Television documentary

Weapons That Made Britain is a British 2004 television documentary series.

It was made by independent production company Lion Television (now part of All3media) for Channel 4. It was presented by film fight coordinator and medieval weapons trainer, Mike Loades. The Executive Producer across the series was Bill Locke.

The 5 × 1 hour series explores different weapons and defensive technologies related to key historical events. Throughout the programmes, Mike Loades, visits pivotal battlefields, historical buildings and museums and talks with historians and weapons specialists. The series included re-enactments and scientific experiments to test some of the principal weapons, defensive tools and armour of medieval Britain.
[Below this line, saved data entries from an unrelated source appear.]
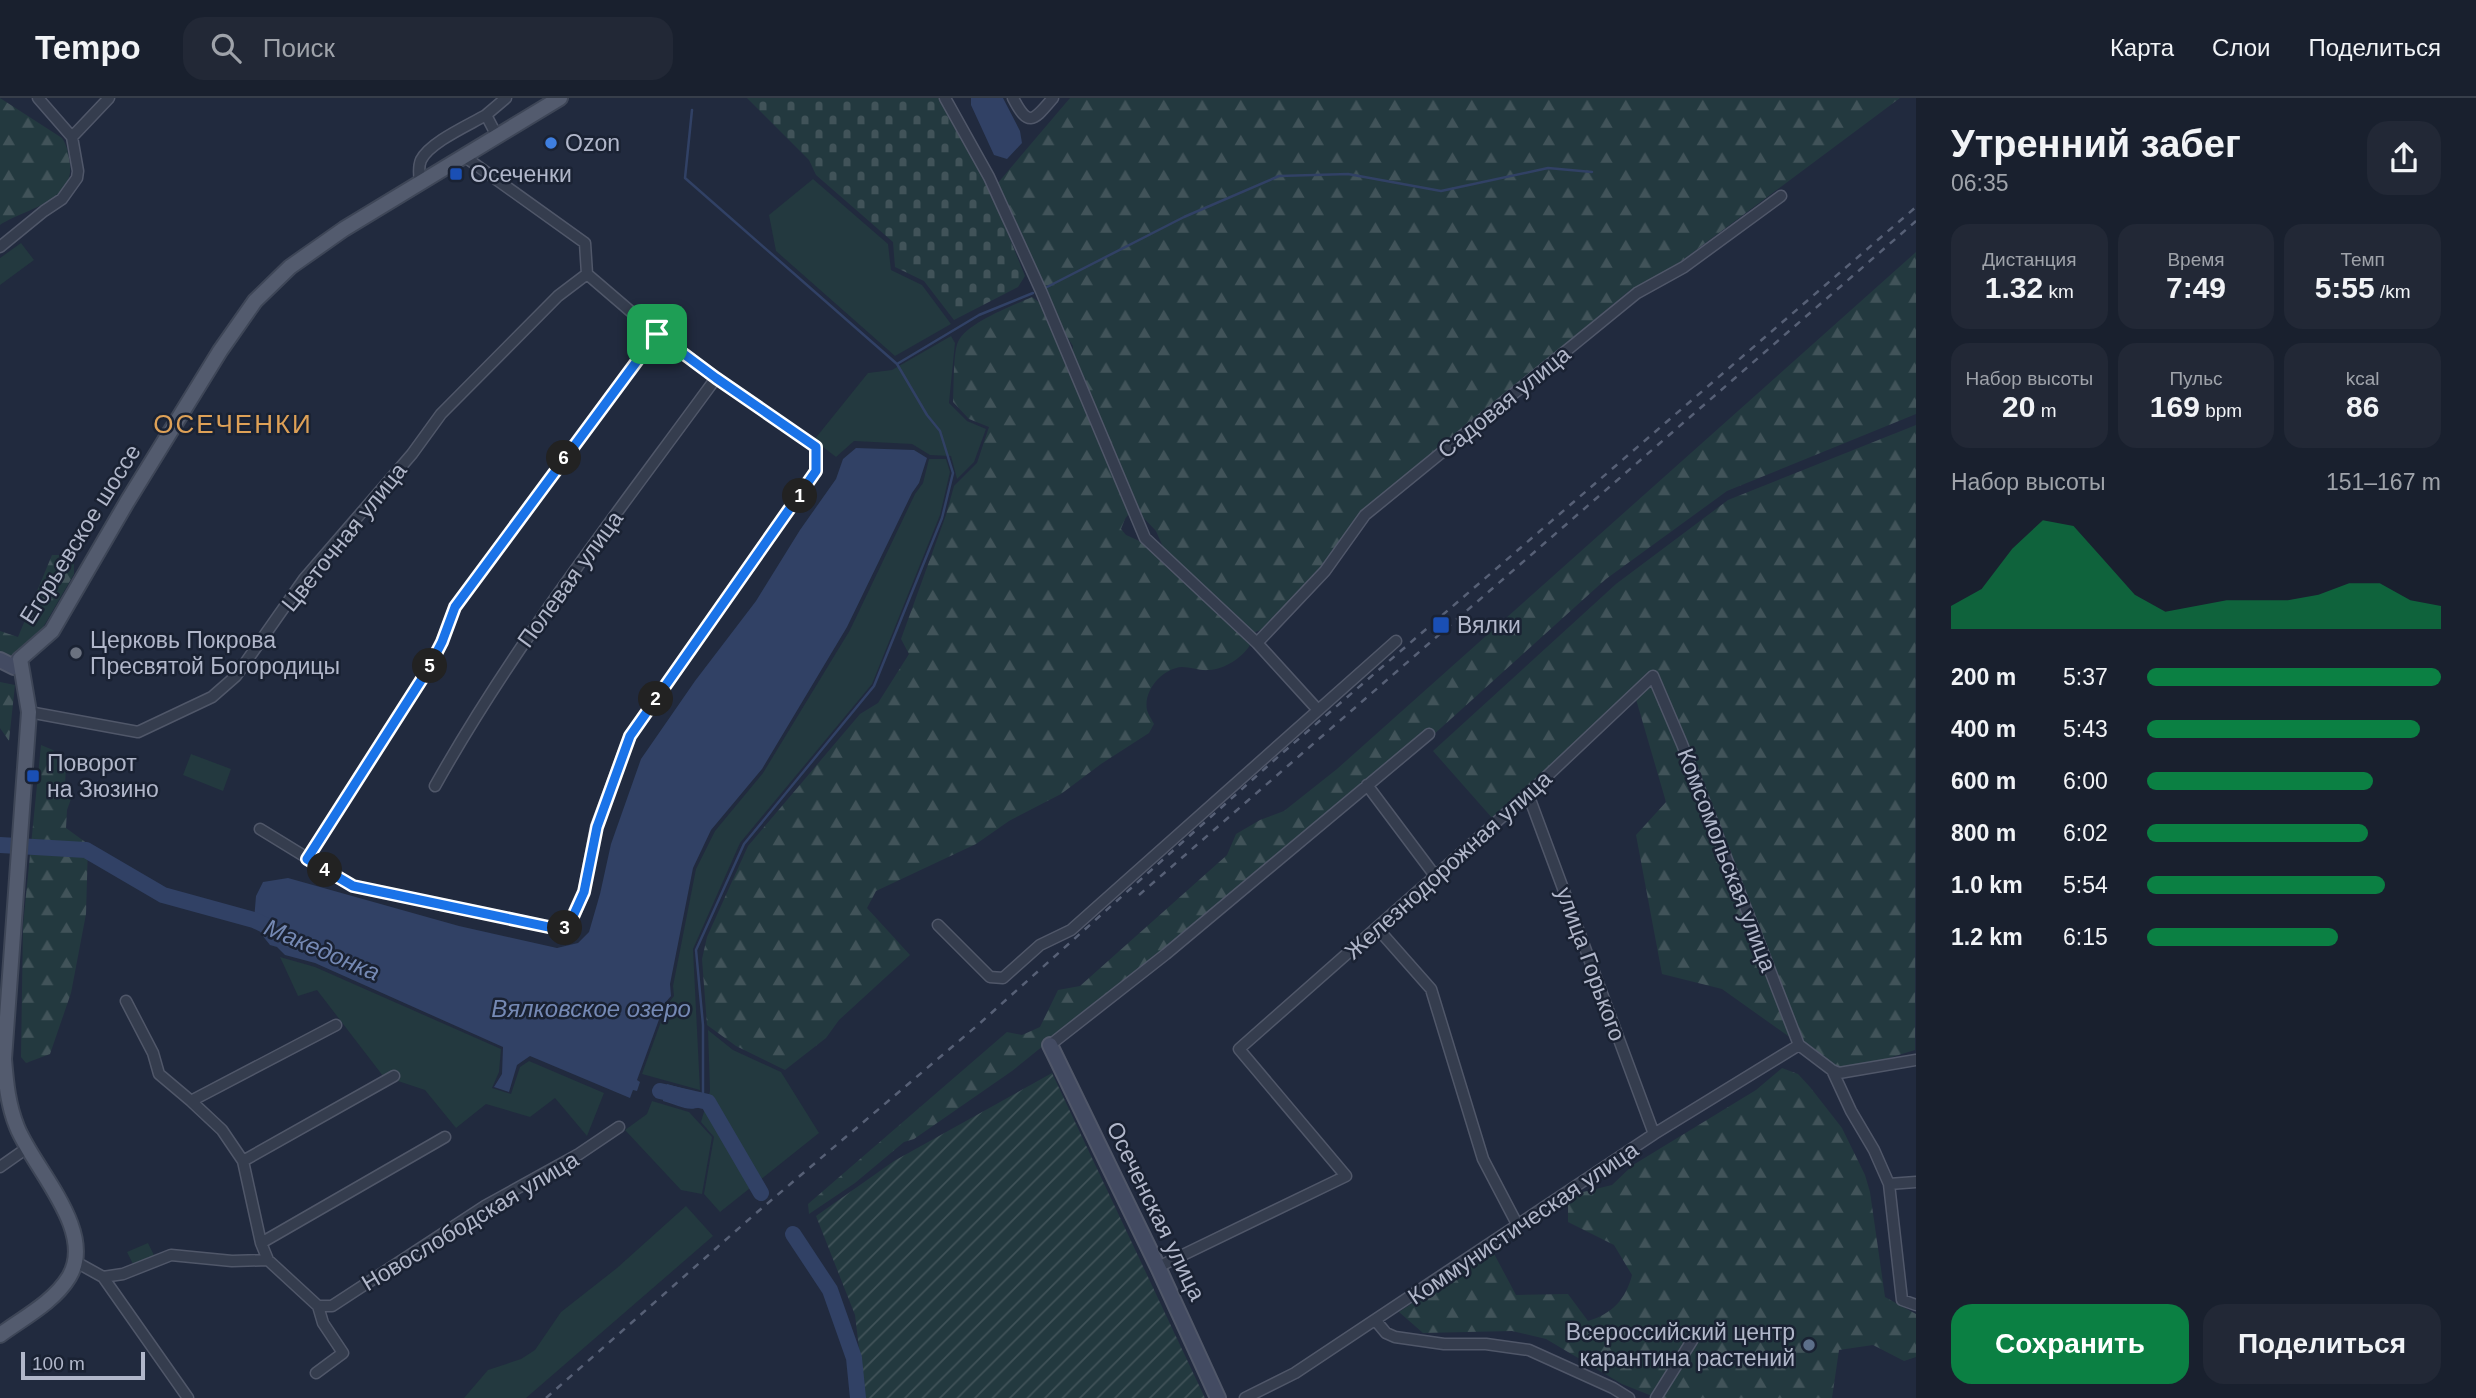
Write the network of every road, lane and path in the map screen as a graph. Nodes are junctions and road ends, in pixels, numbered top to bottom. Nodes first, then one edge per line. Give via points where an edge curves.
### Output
1 (38, 98) edge
2 (109, 98) edge
3 (506, 98) edge
4 (560, 98) edge
5 (945, 98) edge
6 (1013, 98) edge
7 (1053, 98) edge
8 (486, 115) junction
9 (497, 136) junction
10 (72, 137) junction
11 (465, 157) junction
12 (420, 183) junction
13 (1781, 196) dead end
14 (0, 247) edge
15 (587, 274) junction
16 (657, 334) junction
17 (716, 378) junction
18 (1396, 641) dead end
19 (1257, 643) junction
20 (20, 659) junction
21 (0, 660) edge
22 (1653, 676) joint
23 (1318, 710) junction
24 (29, 712) junction
25 (1429, 734) dead end
26 (1367, 785) junction
27 (435, 786) dead end
28 (1528, 794) junction
29 (260, 829) dead end
30 (307, 859) junction
31 (1436, 877) junction
32 (938, 925) dead end
33 (1378, 929) junction
34 (127, 1001) dead end
35 (336, 1025) dead end
36 (1050, 1045) joint
37 (1799, 1045) junction
38 (1916, 1060) edge
39 (1832, 1070) junction
40 (394, 1076) dead end
41 (191, 1101) junction
42 (620, 1127) dead end
43 (1654, 1134) junction
44 (445, 1137) dead end
45 (27, 1148) junction
46 (243, 1161) junction
47 (0, 1167) edge
48 (1916, 1182) edge
49 (1889, 1184) junction
50 (1517, 1224) junction
51 (261, 1243) junction
52 (268, 1260) junction
53 (76, 1262) junction
54 (1158, 1267) junction
55 (103, 1277) junction
56 (1916, 1305) edge
57 (318, 1306) junction
58 (1376, 1321) junction
59 (0, 1335) edge
60 (1693, 1339) dead end
61 (316, 1373) dead end
62 (187, 1398) edge
63 (1218, 1398) edge
64 (1245, 1398) edge
65 (1629, 1398) edge
66 (1656, 1398) edge

1 - 10 street
2 - 10 street
3 - 8 street
4 - 9 main road, Егорьевское шоссе
5 - 19 street via 989,177 1041,291 1144,538
6 - 7 street via 1022,116 1028,118 1036,117
8 - 9 street
8 - 12 street via 423,157
9 - 11 main road, Егорьевское шоссе
10 - 14 street via 78,171 69,192
11 - 12 main road, Егорьевское шоссе
11 - 15 street via 584,243
12 - 20 main road, Егорьевское шоссе via 290,267 255,301 192,396 52,631
13 - 19 street, Садовая улица via 1684,267 1637,293 1365,515 1325,571
15 - 16 street
15 - 24 street, Цветочная улица via 558,296 441,414 311,571 236,676 212,697 138,732
16 - 17 street
16 - 30 street via 455,607 427,671
17 - 27 street, Полевая улица via 508,666
17 - 30 street via 816,447 816,471 630,736 597,827 584,892 570,923 563,930 353,886
18 - 23 street
19 - 23 street
20 - 21 street via 14,667
20 - 24 main road
22 - 28 street, Железнодорожная улица
22 - 37 street, Комсомольская улица
23 - 32 street via 1070,930 1040,945 1003,978 990,977
24 - 45 main road via 4,1059 9,1104
25 - 26 street
26 - 31 street
26 - 36 street
28 - 31 street, Железнодорожная улица
28 - 43 street, улица Горького
29 - 30 street
31 - 33 street, Железнодорожная улица
33 - 50 street via 1432,989 1483,1159
33 - 54 street, Железнодорожная улица via 1239,1049 1346,1176
34 - 41 street via 159,1074
35 - 41 street
36 - 54 street, Осеченская улица
37 - 39 street
37 - 43 street, Коммунистическая улица
38 - 39 street via 1839,1073
39 - 49 street
40 - 46 street
41 - 46 street via 222,1130
42 - 57 street, Новослободская улица via 485,1206 332,1306
43 - 50 street, Коммунистическая улица
44 - 51 street
45 - 47 street
45 - 53 main road via 69,1219
46 - 51 street
48 - 49 street
49 - 56 street via 1902,1300
50 - 58 street, Коммунистическая улица
51 - 52 street
52 - 55 street via 171,1255
52 - 57 street
53 - 55 street
53 - 59 main road via 57,1292
54 - 63 street, Осеченская улица
55 - 62 street
57 - 61 street via 323,1323 343,1353
58 - 64 street, Коммунистическая улица via 1295,1373
58 - 65 street via 1386,1334 1395,1337 1529,1350
60 - 66 street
The series was first broadcast in the UK on Channel 4 in July 2004, and was afterwards shown on the History Channel in December 2004.

== Episodes==

- Episode 1: Sword
  - First aired on Saturday 10 July 2004.
  - Producer and Director Tanya Cheadle
  - This episode focuses on the Battle of Barnet during the Wars of the Roses.
- Episode 2: Longbow
  - First aired on Saturday 17 July 2004.
  - Producer and Director Sabine Pusch
  - This episode focuses on the Battle of Crecy during the Hundred Years' War.
- Episode 3: Lance
  - First aired on Saturday 24 July 2004.
  - Producer and Director George Pagliero
  - This episode focuses on the Battle of Lewes and the Battle of Bannockburn
- Episode 4: Shield
  - First aired on Saturday 31 July 2004.
  - Producer and Director Peter Sommer
  - This episode focuses on the Battle of Eddington.
- Episode 5: Armour
  - First aired on Saturday 7 August 2004.
  - Producer and Director Tom McCarthy
  - This episode focuses upon the Battle of Verneuil during the Hundred Years' War.